Wednesday, January 18, 2012

What grad school does to people

So I just got an invitation to go see a movie that included the title of the movie, name of the producer, location of theater, link to a trailer for the movie, and link to other theaters and their schedules in case I want to see a different movie. Apparently going to see a movie=dissertation proposal. Ha!

In other news, I have been invited to join an indoor soccer team. The team name is "kegs for legs" so I think me and my giant thighs should fit right in. However, I think they actually asked me to play not because of my athletic prowess, but rather because the team likes to go to trivia night at a pub after the games but no one on the team is from the US. I have a feeling they may be a little disappointed...
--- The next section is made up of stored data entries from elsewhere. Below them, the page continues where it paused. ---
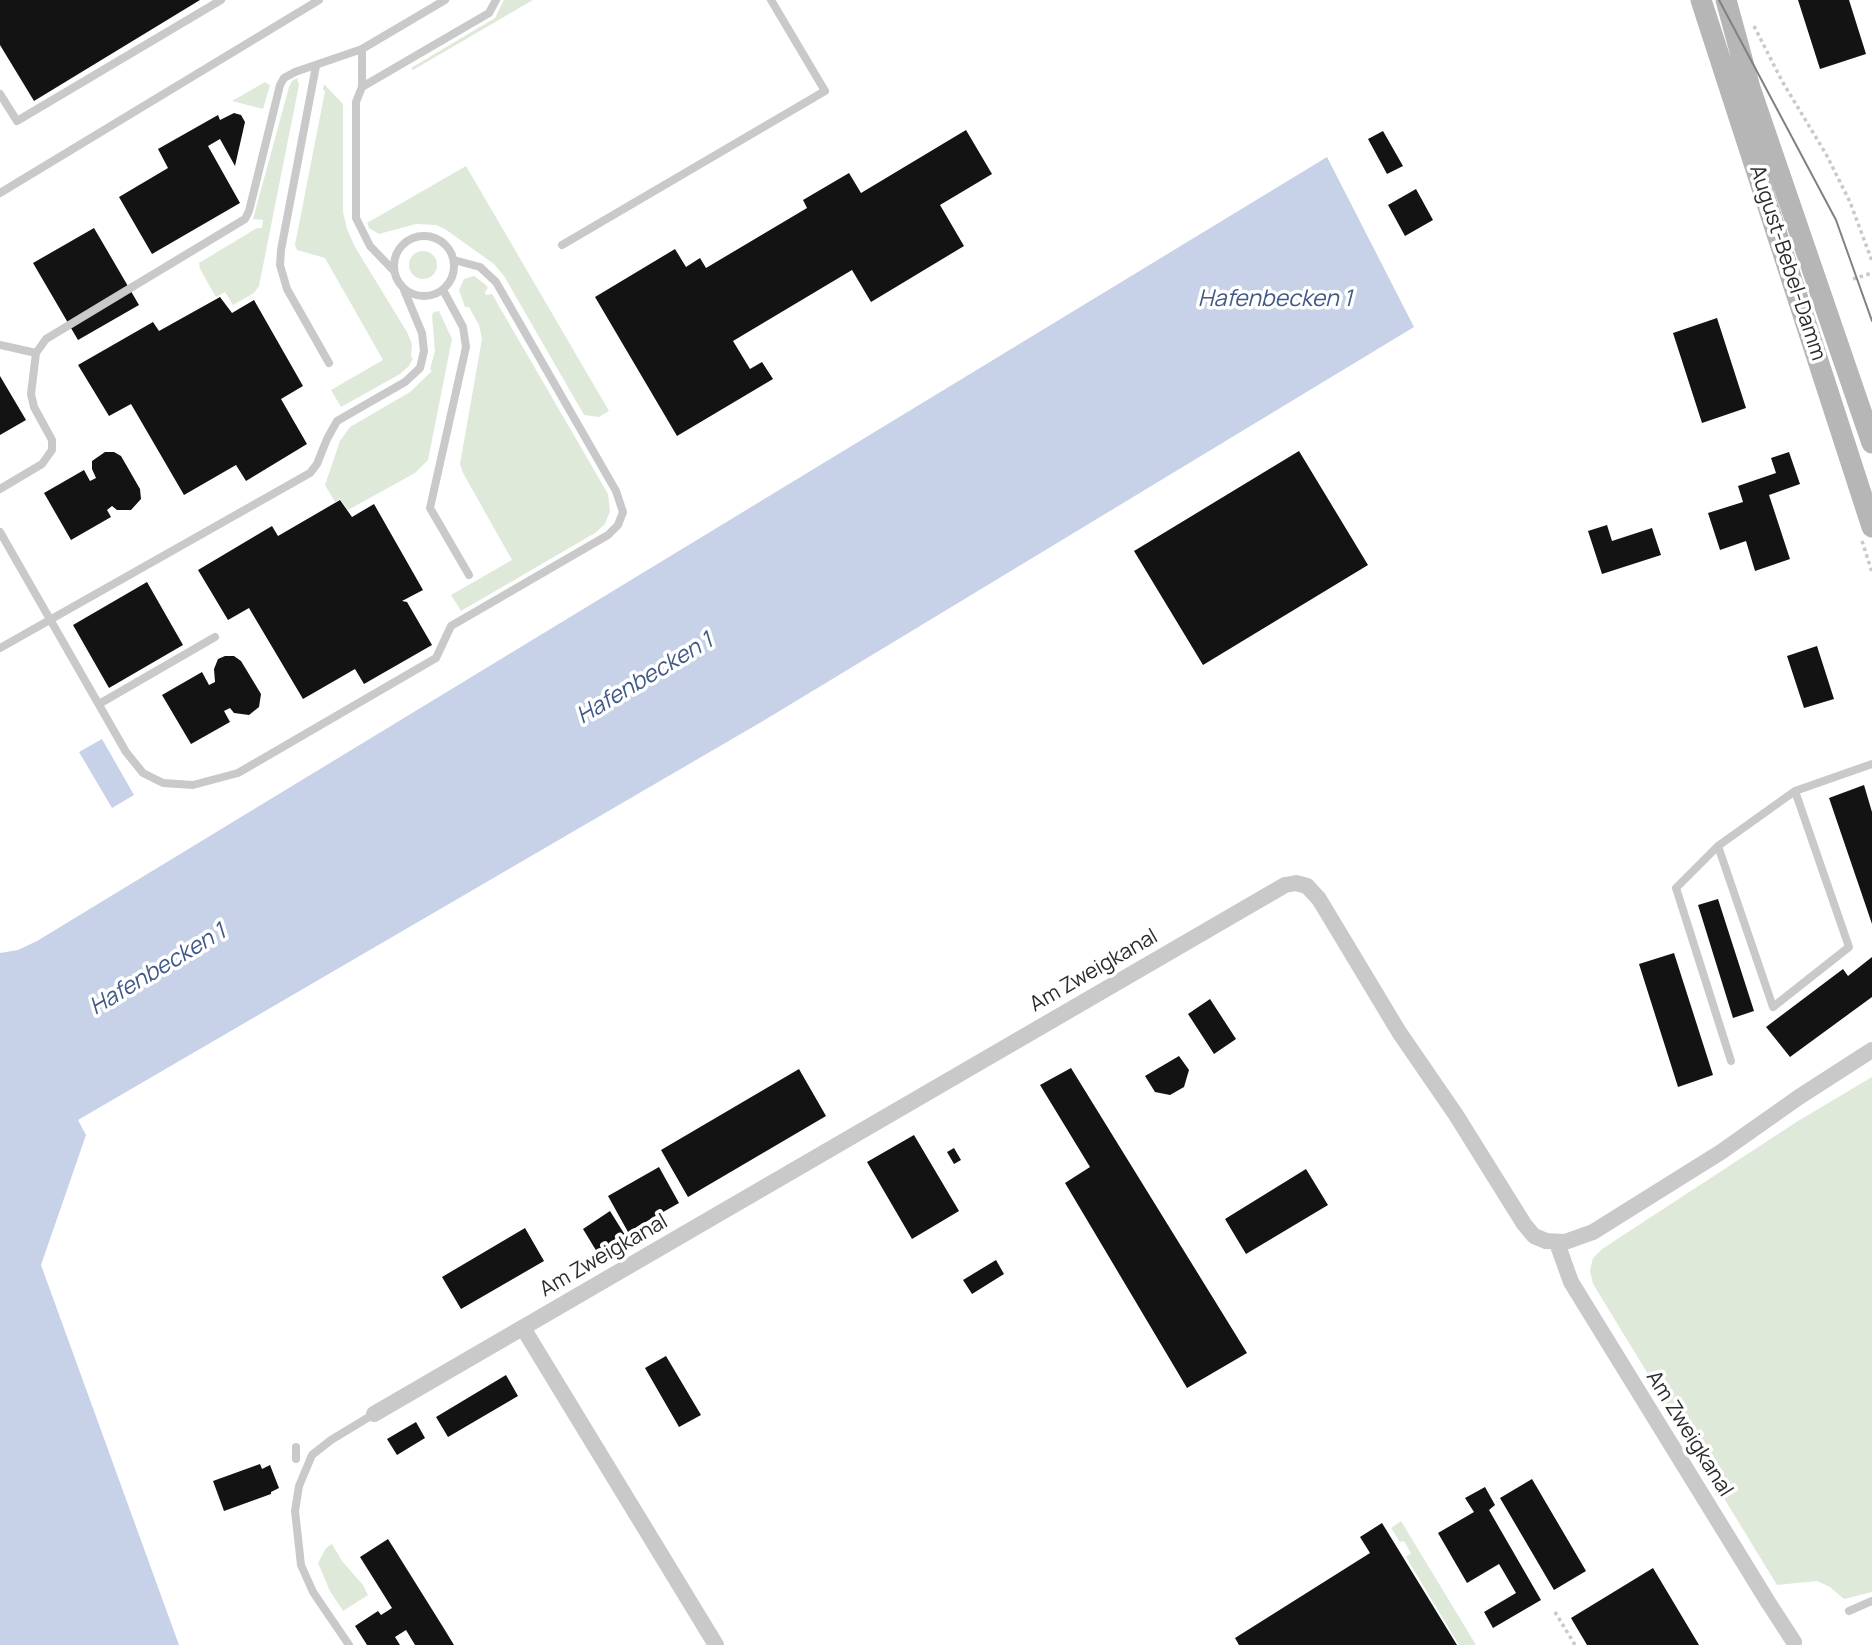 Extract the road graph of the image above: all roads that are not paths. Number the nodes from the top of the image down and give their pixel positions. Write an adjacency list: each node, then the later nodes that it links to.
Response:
1 (221, 0): 11 (lane)
2 (319, 0): 12 (lane)
3 (445, 0): 8 (lane)
4 (496, 0): 10 (lane)
5 (771, 0): 13 (lane)
6 (1701, 0): 23 (main road, August-Bebel-Damm)
7 (1726, 0): 21 (main road, August-Bebel-Damm)
8 (362, 49): 9 (lane); 10 (lane)
9 (316, 66): 19 (lane); 20 (lane)
10 (362, 87): 15 (lane)
11 (0, 94)
12 (0, 193)
13 (562, 245)
14 (454, 260): 15 (lane); 17 (lane); 29 (lane)
15 (394, 271): 16 (lane)
16 (404, 290): 17 (lane); 26 (lane)
17 (443, 290): 25 (lane)
18 (0, 345): 19 (lane)
19 (36, 353): 22 (lane)
20 (329, 363)
21 (1872, 443)
22 (0, 489)
23 (1872, 527)
24 (0, 532): 26 (lane)
25 (469, 575)
26 (50, 620): 28 (lane); 29 (lane)
27 (215, 637): 29 (lane)
28 (0, 648)
29 (99, 704)
30 (1872, 764): 31 (lane)
31 (1795, 791): 32 (lane); 32 (lane)
32 (1718, 846): 34 (lane)
33 (1872, 1050): 35 (street)
34 (1731, 1061)
35 (1557, 1243): 36 (street, Am Zweigkanal); 42 (street, Am Zweigkanal)
36 (523, 1328): 37 (street, Am Zweigkanal); 44 (street)
37 (374, 1414): 43 (lane)
38 (296, 1447): 39 (lane)
39 (296, 1459)
40 (1872, 1601): 41 (lane)
41 (1849, 1611)
42 (1794, 1642)
43 (349, 1645)
44 (716, 1645) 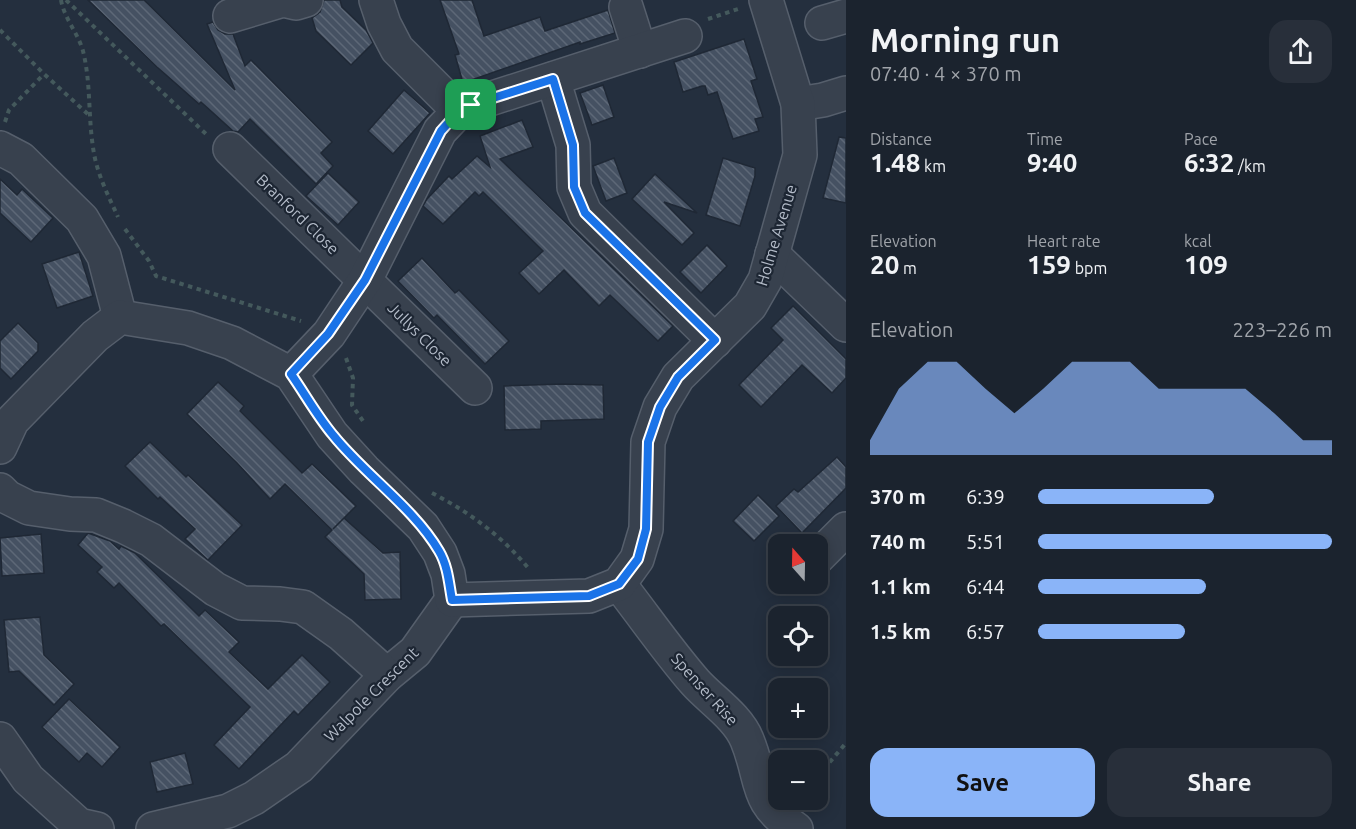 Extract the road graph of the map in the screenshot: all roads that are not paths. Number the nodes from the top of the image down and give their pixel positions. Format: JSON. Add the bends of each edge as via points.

As you can see, my social life is really looking up(ish). That said, classes were cancelled today and I didn't get dressed or leave my apartment at 8pm and I only left to go buy wine. Don't be jealous.

Monday, January 16, 2012

A poem and a tweet.

Good afternoon, comrades. I greet you heartily after completing some much-needed empirical research in pursuit of the perfect bloody mary. I found a good one, but it was far too expensive to achieve my research goals.
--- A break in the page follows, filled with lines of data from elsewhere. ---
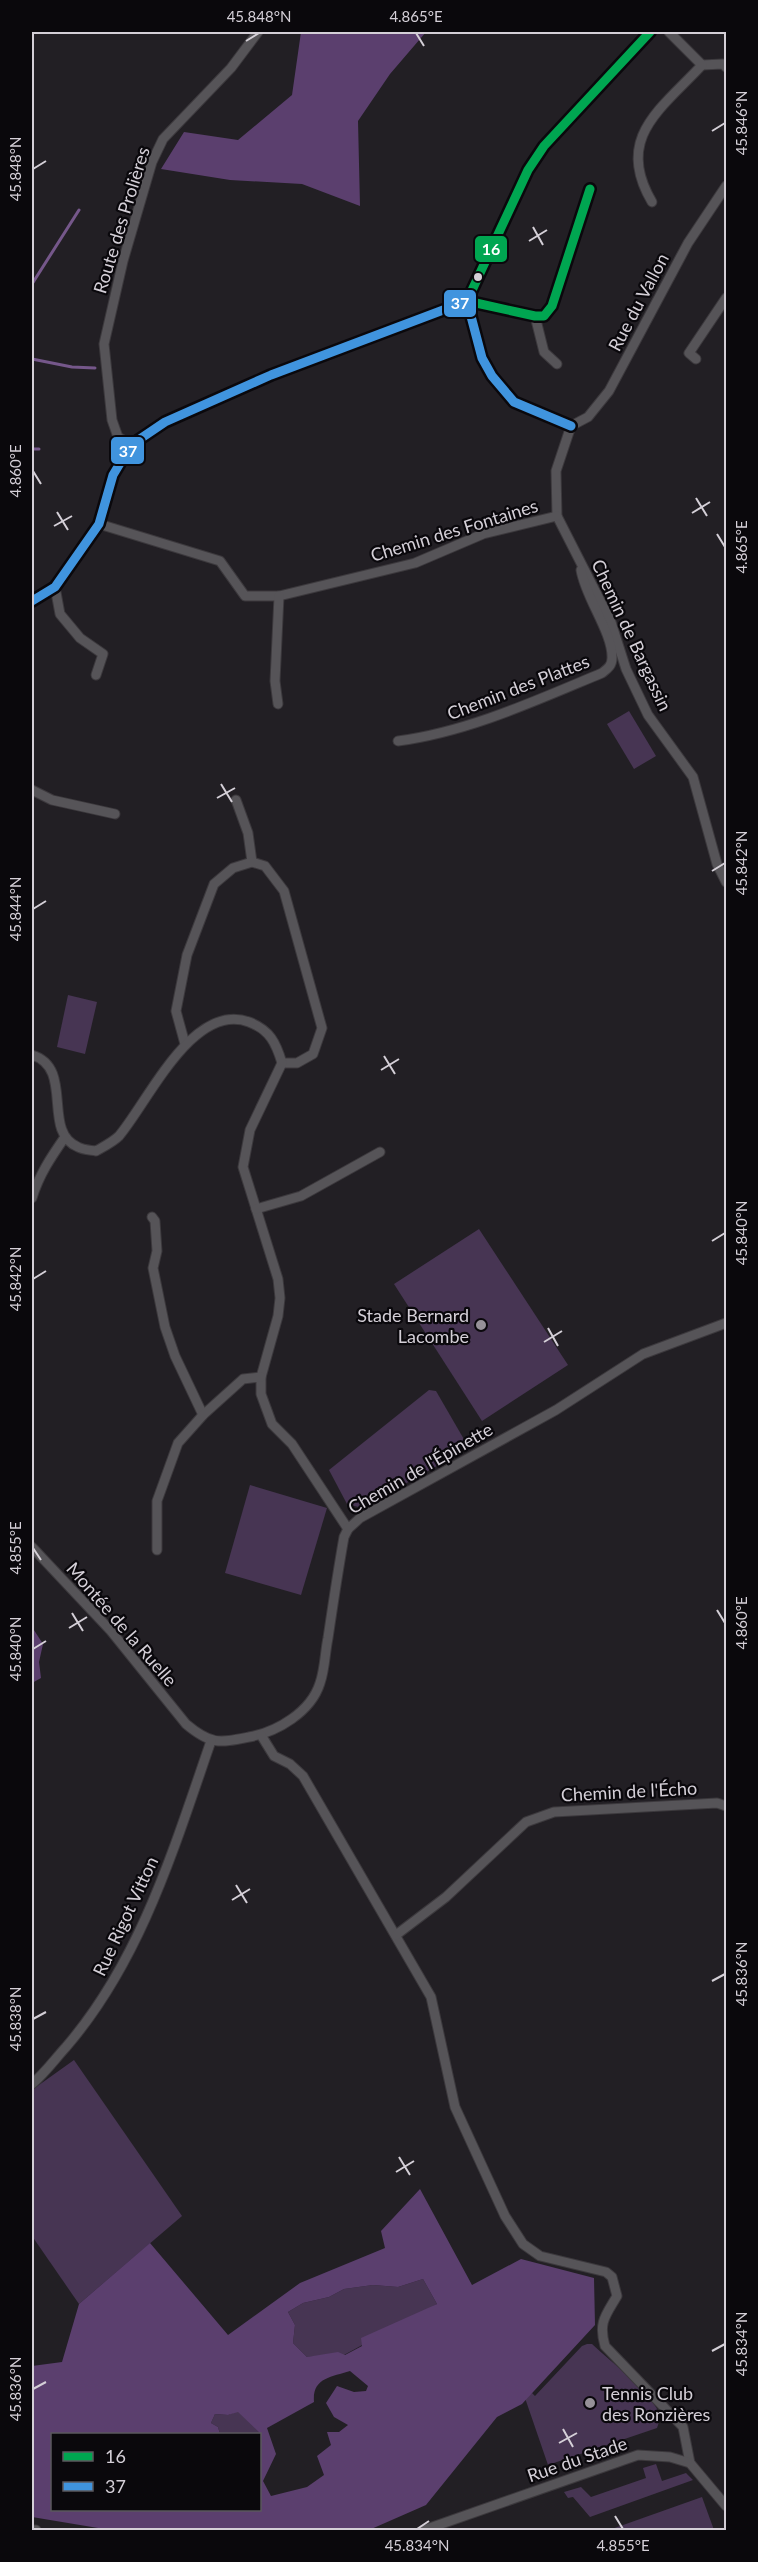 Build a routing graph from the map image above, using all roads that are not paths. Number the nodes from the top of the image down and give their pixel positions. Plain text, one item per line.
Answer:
1 (258, 32) edge
2 (650, 32) edge
3 (669, 32) edge
4 (702, 65) junction
5 (726, 67) edge
6 (726, 186) edge
7 (590, 189) dead end
8 (652, 202) dead end
9 (726, 298) edge
10 (467, 301) junction
11 (535, 316) junction
12 (696, 359) dead end
13 (557, 364) dead end
14 (571, 426) junction
15 (131, 445) junction
16 (557, 516) junction
17 (99, 524) junction
18 (579, 561) junction
19 (55, 586) junction
20 (279, 596) junction
21 (32, 601) edge
22 (96, 675) dead end
23 (278, 704) dead end
24 (398, 741) dead end
25 (32, 790) edge
26 (236, 800) dead end
27 (115, 814) dead end
28 (252, 862) junction
29 (726, 882) edge
30 (185, 1044) junction
31 (32, 1055) edge
32 (282, 1063) junction
33 (65, 1137) junction
34 (380, 1152) dead end
35 (32, 1198) edge
36 (256, 1209) junction
37 (152, 1217) dead end
38 (726, 1323) edge
39 (261, 1377) junction
40 (202, 1415) junction
41 (348, 1529) junction
42 (32, 1547) edge
43 (156, 1550) dead end
44 (261, 1735) junction
45 (211, 1742) junction
46 (726, 1806) edge
47 (396, 1935) junction
48 (32, 2084) edge
49 (690, 2463) junction
50 (726, 2506) edge
51 (32, 2530) edge
52 (36, 2530) edge
53 (424, 2530) edge

1 - 15 street, Route des Prolières
2 - 10 street
3 - 4 street
4 - 5 street
4 - 8 street
6 - 14 street, Rue du Vallon
7 - 11 street
9 - 12 street
10 - 11 street
10 - 14 street
10 - 15 street
11 - 13 street
14 - 16 street, Chemin de Bargassin
15 - 17 street
16 - 18 street, Chemin de Bargassin
16 - 20 street, Chemin des Fontaines
17 - 19 street
17 - 20 street, Chemin des Fontaines
18 - 24 street, Chemin des Plattes
18 - 29 street, Chemin de Bargassin
19 - 21 street
19 - 22 street
20 - 23 street
25 - 27 street
26 - 28 street
28 - 30 street
28 - 32 street
30 - 32 street
30 - 33 street
31 - 33 street
32 - 36 street
33 - 35 street
34 - 36 street
36 - 39 street
37 - 40 street
38 - 41 street, Chemin de l'Épinette
39 - 40 street
39 - 41 street
40 - 43 street
41 - 44 street, Chemin de l'Épinette
42 - 45 street, Montée de la Ruelle
44 - 45 street, Chemin de l'Épinette
44 - 47 street
45 - 48 street, Rue Rigot Vitton
46 - 47 street, Chemin de l'Écho
47 - 49 street
49 - 50 street
49 - 53 street, Rue du Stade
51 - 52 street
In other EXCITING news, in an effort to be more disconnected from human beings and more connected to people who exist only in the internet, I have started tweeting. Which sounds vaguely dirty. You can find my fictional(ish) 140 character ramblings here: @DoloresCosmo. Dolores Cosmo is my witness protection name. Don't tell.

But to counter my increasing obsession with the internet/impersonal interaction, I have also challenged myself to write one poem every day. Some of these I translate into Spanish, too. I've been having a hard time coming up with titles, so I just call them "Today #___" So far, I'm up to "Today #7."

Today #2

In my small apartment
I set two chairs at
the kitchen table. I
thought that one looked
too lonely. So now
there are two chairs:
one for me
and
one for my loneliness.

Hoy #2

En mi pequeno apartamento
Puse dos sillas
a la mesa. Pense
que tener solo una
parece solitario.
Pues ahora hay dos sillas:
una para mi
y
una para mi soledad.

Thursday, January 5, 2012

Year 1, Quarter 2: BRING. IT.

So...Yours Truly is taking 17 credits this quarter!!! And all 17 of those are guaranteed to make me look/sound smarter. Yeeeeah. All of my sociologists would be proud to know that I am taking Sociology of Education, Education for Liberation and Postmodern Analysis of Qualitative Research. Oh, and a special class called, "Drinking Through the Pain."
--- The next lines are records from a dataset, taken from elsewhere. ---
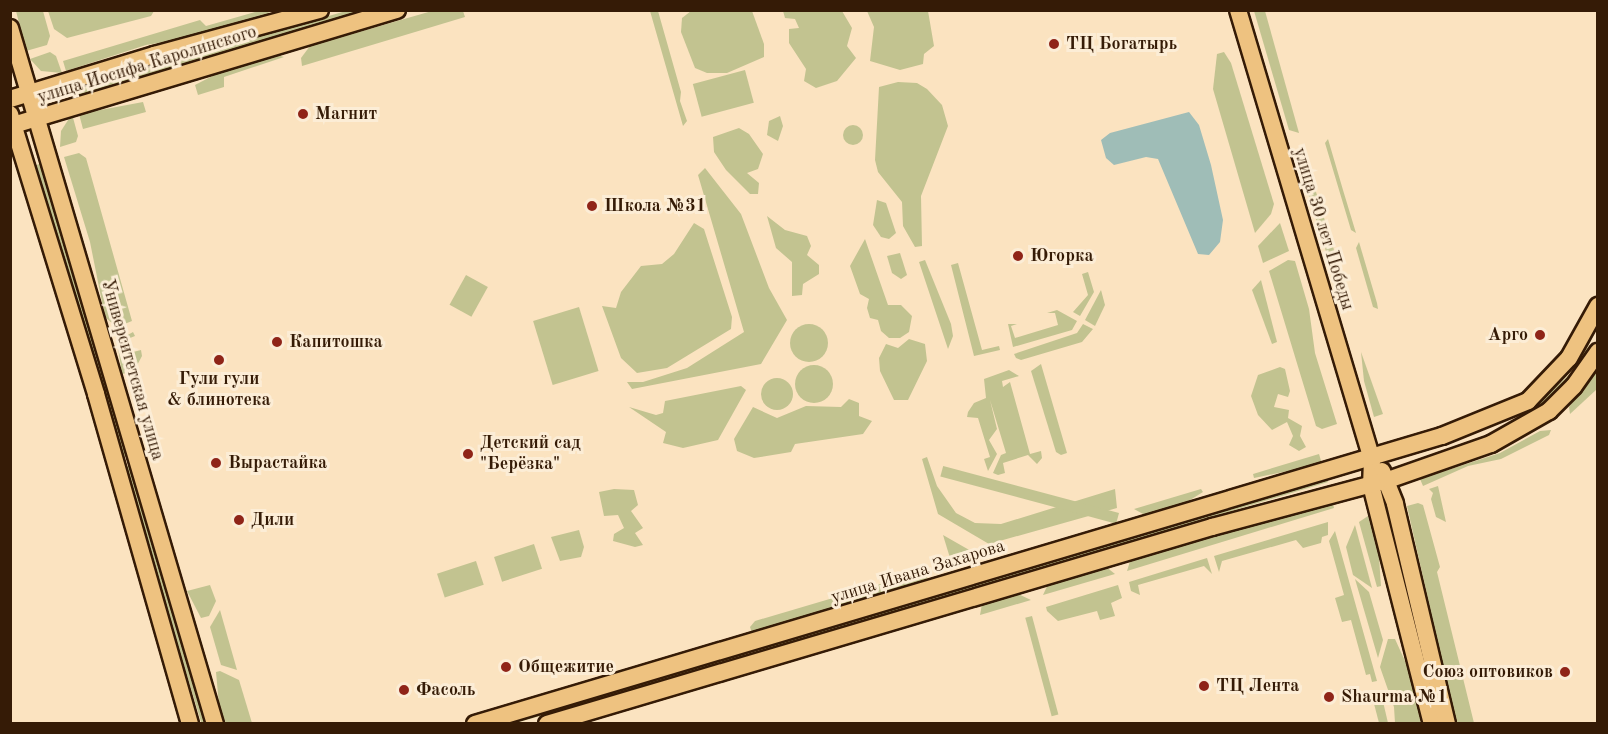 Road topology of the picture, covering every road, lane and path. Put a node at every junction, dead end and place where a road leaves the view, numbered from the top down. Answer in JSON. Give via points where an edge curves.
{"nodes":[{"id":1,"x":320,"y":10,"type":"edge"},
{"id":2,"x":397,"y":10,"type":"edge"},
{"id":3,"x":1238,"y":10,"type":"edge"},
{"id":4,"x":10,"y":28,"type":"edge"},
{"id":5,"x":30,"y":93,"type":"junction"},
{"id":6,"x":10,"y":99,"type":"edge"},
{"id":7,"x":38,"y":118,"type":"junction"},
{"id":8,"x":12,"y":122,"type":"edge"},
{"id":9,"x":1598,"y":306,"type":"edge"},
{"id":10,"x":1598,"y":352,"type":"edge"},
{"id":11,"x":1372,"y":459,"type":"junction"},
{"id":12,"x":1388,"y":480,"type":"junction"},
{"id":13,"x":1371,"y":485,"type":"junction"},
{"id":14,"x":190,"y":723,"type":"edge"},
{"id":15,"x":216,"y":723,"type":"edge"},
{"id":16,"x":475,"y":723,"type":"edge"},
{"id":17,"x":547,"y":723,"type":"edge"},
{"id":18,"x":1432,"y":723,"type":"edge"},
{"id":19,"x":1447,"y":723,"type":"edge"}],
"edges":[{"from":1,"to":5,"type":"main road","name":"улица Иосифа Каролинского"},
{"from":2,"to":7,"type":"main road","name":"улица Иосифа Каролинского"},
{"from":3,"to":11,"type":"main road","name":"улица 30 лет Победы"},
{"from":4,"to":5,"type":"main road","name":"Университетская улица"},
{"from":5,"to":6,"type":"main road","name":"улица Иосифа Каролинского"},
{"from":5,"to":7,"type":"main road","name":"Университетская улица"},
{"from":7,"to":8,"type":"main road","name":"улица Иосифа Каролинского"},
{"from":7,"to":15,"type":"main road","name":"Университетская улица"},
{"from":8,"to":14,"type":"main road","via":[[96,394]]},
{"from":9,"to":11,"type":"main road","name":"улица Ивана Захарова","via":[[1569,358],[1528,401]]},
{"from":10,"to":12,"type":"main road","via":[[1574,386],[1529,425],[1491,444]]},
{"from":11,"to":12,"type":"main road","name":"улица 30 лет Победы"},
{"from":11,"to":13,"type":"main road","name":"улица 30 лет Победы"},
{"from":11,"to":16,"type":"main road","name":"улица Ивана Захарова"},
{"from":12,"to":13,"type":"main road"},
{"from":12,"to":19,"type":"main road","name":"улица 30 лет Победы"},
{"from":13,"to":17,"type":"main road","via":[[1212,527]]},
{"from":13,"to":18,"type":"main road","name":"улица 30 лет Победы"}]}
My apologies for the resolutions-related suspense, I have so much to tell you!
First, the December challenge has become the "I swear to god this shit starts tomorrow challenge." No, really, tomorrow! I promise! And, I guess you could say the push-ups got easier...BECAUSE I DIDN'T DO THEM! HA!

I made a list of immediate resolutions:
1) Shower
2) Clean out the closet
3) Buy groceries

I am pleased to announce that I have kept all of those.

I also made a list of resolutions that will either take me the full year to complete, or are something that I should think about for at least the rest of the year. I made the mistake of leaving the list on my parents' dining room table, so a couple of family members added to it. I'll let you surmise which ones those are (HINT: 6 and 7).
1) Do pull-up(s)
2) Ride bicycle in Seattle
3) Volunteer somewhere
4) Run a marathon (I'm thinking about Newport in June if anyone wants to join me/cheer for me/drink beer afterwards with me)
5) Visit the east coast
6) Call mom every two days
7) Read the bible.
8) Be good to myself/make decisions that are in my best interest.
9) Be balanced. Be centered. Be tranquil. Be calm.
10) Date a professional athlete. (But I'll settle for a Mariner or a Seahawk. HA!)

I wish all of you the very, very best in this year. Holler at your girl.